If a line in the records below holds the word "hand", copy it.

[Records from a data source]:

+--

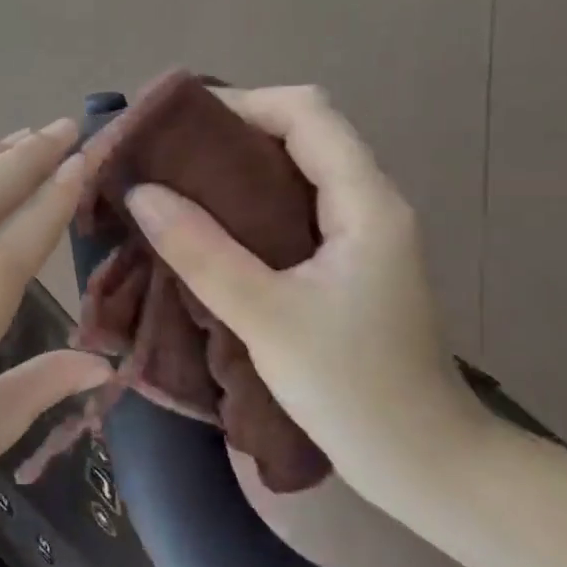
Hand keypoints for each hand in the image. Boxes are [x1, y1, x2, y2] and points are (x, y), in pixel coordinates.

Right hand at [125, 86, 490, 520]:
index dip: (243, 103)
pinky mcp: (352, 265)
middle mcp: (372, 203)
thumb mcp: (266, 318)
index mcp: (365, 202)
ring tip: (179, 188)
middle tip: (169, 159)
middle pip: (305, 133)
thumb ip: (201, 252)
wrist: (425, 463)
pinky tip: (215, 231)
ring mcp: (365, 235)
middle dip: (235, 134)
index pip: (306, 113)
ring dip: (242, 171)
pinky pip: (300, 210)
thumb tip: (141, 193)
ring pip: (301, 172)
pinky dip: (255, 206)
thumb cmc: (353, 389)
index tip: (178, 128)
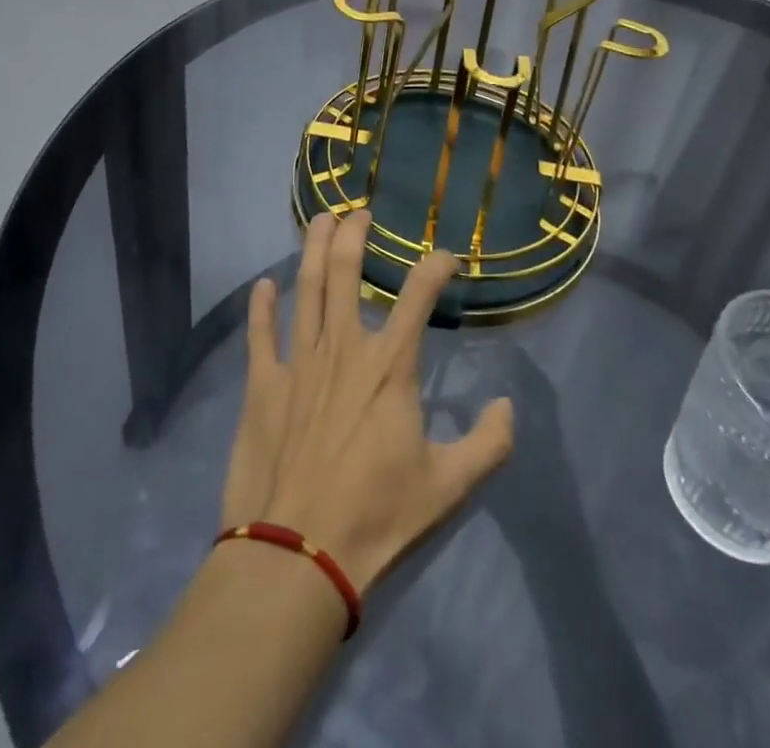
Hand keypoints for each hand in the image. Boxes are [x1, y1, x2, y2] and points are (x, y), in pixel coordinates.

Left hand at [220, 211, 514, 591]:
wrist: (295, 556)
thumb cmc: (375, 517)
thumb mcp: (448, 487)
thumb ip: (489, 444)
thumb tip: (509, 406)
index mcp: (390, 366)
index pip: (418, 296)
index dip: (435, 267)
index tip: (446, 256)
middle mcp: (343, 349)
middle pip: (345, 273)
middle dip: (353, 236)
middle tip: (359, 212)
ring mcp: (298, 362)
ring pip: (305, 289)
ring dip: (312, 249)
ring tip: (320, 219)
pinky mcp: (262, 385)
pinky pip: (260, 334)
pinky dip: (261, 306)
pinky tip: (263, 284)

+--

[Response to the task]:
Hand keypoints for each hand in the image. Boxes are [x1, y1, x2, y2] and points are (x, y), in pixel coordinates.
Right hand at [125, 86, 490, 520]:
Hand keypoints for each hand in the image. Boxes are [x1, y1, x2, y2] and points are (x, y), in pixel coordinates.
Left hand at [220, 211, 514, 591]:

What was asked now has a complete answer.